- Wednesday January 26, 1944
The air ministry and ministry of Home Security stated last night that it is now known that a fourteenth enemy aircraft was destroyed during raids on this country last Friday night.
- Saturday January 29, 1944
An alert sounded last night just as we were going up to bed, about ten-thirty p.m. Ted went up, I stayed down, until the all clear came, about an hour later. Gunfire in the distance only, not in the immediate neighborhood, very alarming just the same, as you know it may come closer at any moment. After I got to bed Ted was very loving. I regarded this as a nuisance. I felt too tired to be bothered, but he was set to love, so he loved. I thought; this! This! And I thought, what is the use of bothering about philosophy or religion or politics or anything, when this is the only thing that matters to man! Oh, I’m tired, tired of love and marriage, tired of thinking, tired of working, tired of England, tired of winter, tired of the war… Now I’m cooking the dinner, and I’m tired of housekeeping. I’m tired of everything and everybody.
- Sunday January 30, 1944
Last night we had a most awful raid, it began about 8:30, and went on for two hours. It was worse than the one a week ago; it was sickening. I found myself praying like mad, the Catholic prayers, calling on the Virgin, begging for protection.
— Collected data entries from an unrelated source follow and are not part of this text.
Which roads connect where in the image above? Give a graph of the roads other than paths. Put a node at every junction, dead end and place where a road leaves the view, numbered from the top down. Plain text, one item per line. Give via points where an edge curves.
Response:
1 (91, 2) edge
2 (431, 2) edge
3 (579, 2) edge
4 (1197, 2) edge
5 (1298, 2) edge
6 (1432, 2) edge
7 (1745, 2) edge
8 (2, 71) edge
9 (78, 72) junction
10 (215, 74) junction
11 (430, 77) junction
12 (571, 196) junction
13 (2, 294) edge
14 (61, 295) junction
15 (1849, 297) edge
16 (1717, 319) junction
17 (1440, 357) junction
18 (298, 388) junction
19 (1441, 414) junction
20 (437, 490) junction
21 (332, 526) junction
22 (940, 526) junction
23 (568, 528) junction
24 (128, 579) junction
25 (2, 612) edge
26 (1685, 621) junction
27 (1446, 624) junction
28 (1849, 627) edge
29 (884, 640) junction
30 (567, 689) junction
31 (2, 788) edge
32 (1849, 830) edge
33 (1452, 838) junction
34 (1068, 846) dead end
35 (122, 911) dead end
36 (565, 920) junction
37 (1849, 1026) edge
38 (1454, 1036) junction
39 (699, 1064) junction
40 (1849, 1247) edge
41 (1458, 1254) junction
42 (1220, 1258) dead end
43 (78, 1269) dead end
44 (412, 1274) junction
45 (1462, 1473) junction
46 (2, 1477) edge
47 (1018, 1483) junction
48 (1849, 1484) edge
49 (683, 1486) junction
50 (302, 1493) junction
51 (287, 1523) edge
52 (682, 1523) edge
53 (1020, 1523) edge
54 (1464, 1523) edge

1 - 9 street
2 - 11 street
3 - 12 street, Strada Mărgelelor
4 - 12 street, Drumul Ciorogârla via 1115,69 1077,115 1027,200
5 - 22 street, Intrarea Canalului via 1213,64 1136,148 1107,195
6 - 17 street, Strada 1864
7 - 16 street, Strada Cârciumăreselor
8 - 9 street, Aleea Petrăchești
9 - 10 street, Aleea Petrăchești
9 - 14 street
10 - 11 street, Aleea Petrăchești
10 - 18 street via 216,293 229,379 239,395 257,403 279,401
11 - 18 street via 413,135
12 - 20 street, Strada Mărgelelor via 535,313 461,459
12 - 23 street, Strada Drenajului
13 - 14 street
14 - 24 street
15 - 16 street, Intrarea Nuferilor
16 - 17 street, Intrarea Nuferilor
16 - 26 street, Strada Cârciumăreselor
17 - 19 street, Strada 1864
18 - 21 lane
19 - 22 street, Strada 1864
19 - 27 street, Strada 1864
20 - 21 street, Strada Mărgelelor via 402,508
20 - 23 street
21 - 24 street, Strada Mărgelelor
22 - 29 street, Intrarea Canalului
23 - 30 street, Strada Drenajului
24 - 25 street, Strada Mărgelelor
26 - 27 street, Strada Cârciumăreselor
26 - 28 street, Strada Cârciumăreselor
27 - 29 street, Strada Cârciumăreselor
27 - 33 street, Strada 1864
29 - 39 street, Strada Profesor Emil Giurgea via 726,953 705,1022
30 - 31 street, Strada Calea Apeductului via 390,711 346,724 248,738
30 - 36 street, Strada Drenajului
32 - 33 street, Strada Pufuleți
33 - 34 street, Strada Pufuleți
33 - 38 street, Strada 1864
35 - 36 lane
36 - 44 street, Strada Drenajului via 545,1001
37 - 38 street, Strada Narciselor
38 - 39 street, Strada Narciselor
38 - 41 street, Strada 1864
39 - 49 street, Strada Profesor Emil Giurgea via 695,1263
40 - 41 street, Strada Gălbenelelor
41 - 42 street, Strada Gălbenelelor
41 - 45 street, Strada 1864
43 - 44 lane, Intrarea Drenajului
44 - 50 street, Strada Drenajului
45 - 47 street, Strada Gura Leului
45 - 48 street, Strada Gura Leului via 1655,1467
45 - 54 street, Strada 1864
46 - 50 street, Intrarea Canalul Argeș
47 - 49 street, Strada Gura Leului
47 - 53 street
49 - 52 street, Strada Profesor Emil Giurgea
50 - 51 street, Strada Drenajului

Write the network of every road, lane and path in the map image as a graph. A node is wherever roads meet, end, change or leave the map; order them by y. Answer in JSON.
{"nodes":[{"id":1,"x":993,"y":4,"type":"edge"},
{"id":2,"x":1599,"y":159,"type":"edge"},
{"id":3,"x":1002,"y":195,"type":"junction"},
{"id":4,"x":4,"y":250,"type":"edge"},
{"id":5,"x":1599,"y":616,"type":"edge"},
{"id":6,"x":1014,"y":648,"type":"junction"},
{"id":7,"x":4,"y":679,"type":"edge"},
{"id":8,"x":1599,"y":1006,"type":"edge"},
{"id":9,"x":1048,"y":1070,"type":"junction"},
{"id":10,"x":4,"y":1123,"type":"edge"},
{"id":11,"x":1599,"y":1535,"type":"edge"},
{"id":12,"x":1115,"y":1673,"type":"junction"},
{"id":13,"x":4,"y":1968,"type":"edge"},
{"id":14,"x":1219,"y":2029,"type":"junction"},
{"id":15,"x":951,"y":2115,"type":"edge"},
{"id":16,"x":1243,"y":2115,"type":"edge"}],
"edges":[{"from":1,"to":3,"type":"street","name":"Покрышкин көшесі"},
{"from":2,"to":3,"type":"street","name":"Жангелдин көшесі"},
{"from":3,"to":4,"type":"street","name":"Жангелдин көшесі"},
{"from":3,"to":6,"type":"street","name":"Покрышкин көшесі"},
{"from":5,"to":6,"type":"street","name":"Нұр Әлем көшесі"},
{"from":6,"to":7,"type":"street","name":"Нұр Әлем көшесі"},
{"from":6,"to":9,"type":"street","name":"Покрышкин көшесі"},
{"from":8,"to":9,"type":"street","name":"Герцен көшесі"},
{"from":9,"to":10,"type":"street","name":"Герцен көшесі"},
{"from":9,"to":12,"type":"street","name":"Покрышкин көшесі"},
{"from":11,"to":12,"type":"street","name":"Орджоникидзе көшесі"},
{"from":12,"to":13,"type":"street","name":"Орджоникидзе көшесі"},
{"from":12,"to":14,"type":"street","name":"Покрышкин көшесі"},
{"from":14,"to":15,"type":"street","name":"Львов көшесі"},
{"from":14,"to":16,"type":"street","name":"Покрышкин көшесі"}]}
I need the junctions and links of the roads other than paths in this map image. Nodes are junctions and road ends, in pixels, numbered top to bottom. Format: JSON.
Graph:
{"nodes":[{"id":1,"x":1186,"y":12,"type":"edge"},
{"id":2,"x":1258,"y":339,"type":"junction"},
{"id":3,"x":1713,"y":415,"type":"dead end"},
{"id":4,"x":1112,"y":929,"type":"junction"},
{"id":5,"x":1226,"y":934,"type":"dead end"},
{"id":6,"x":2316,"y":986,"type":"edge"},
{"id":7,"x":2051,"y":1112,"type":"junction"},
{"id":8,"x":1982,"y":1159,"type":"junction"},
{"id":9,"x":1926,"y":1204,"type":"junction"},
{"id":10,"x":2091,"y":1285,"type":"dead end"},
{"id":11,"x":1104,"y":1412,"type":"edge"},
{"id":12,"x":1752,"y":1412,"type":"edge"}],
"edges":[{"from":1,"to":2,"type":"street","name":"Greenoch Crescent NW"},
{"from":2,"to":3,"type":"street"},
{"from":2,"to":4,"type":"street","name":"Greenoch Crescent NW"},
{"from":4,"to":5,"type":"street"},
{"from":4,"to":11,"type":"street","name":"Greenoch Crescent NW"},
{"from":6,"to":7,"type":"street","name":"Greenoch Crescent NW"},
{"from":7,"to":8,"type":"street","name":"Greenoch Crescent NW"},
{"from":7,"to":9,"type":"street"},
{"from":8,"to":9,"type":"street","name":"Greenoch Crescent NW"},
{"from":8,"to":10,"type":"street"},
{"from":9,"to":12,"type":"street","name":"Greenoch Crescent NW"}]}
When it was all over and we were still safe, I offered prayers of thankfulness, and I said, I will go to mass tomorrow. So, I have been but I really don’t know what good it has been, either to the church or me. I thought last night the Catholic prayers had a sort of authenticity, but in the church this morning I couldn’t feel it. The Church was crowded, as usual, of course, but the crowd oppressed me. It was so predominantly Irish, so foreign, it alienated me, and I do not belong with these people. The only thing that pleased me was the collect for the day, the fourth Sunday after the Epiphany. I know that it is fear, and nothing but fear, which drives me to any intense realization of God. When I am afraid I call upon my God. It is atavism. I despise it, but I act it, suffer it all the same. I cannot help myself. In these awful raids, when we are in danger of destruction, when an awful death may strike us any moment, when we can do nothing what ever to help ourselves, or help anybody, when we are sick with terror, when all superficialities vanish, then our souls, our primitive souls, cry out from their depths, oh God, save us! God be merciful to me, a sinner! Our father who art in heaven, save us, save us! Jesus, save us! Mary save us! Oh God be merciful to me, a sinner! Deliver us from evil, deliver us from evil! He does save us, and we say Thank God! Thank God! Thank God!
- Monday January 31, 1944
The Times reports: “over two hundred German fighters were destroyed by American bombers and fighters in their attacks on Germany on Saturday and yesterday. One hundred and two were claimed after Saturday’s attack on Frankfurt, in which fifteen hundred aircraft collaborated, and the following report of yesterday’s operations adds ninety-one more. The R.A.F. destroyed sixteen in the offensive over France. The allied losses were ninety six bombers, twenty five fighters, and three intruder aircraft.” My God!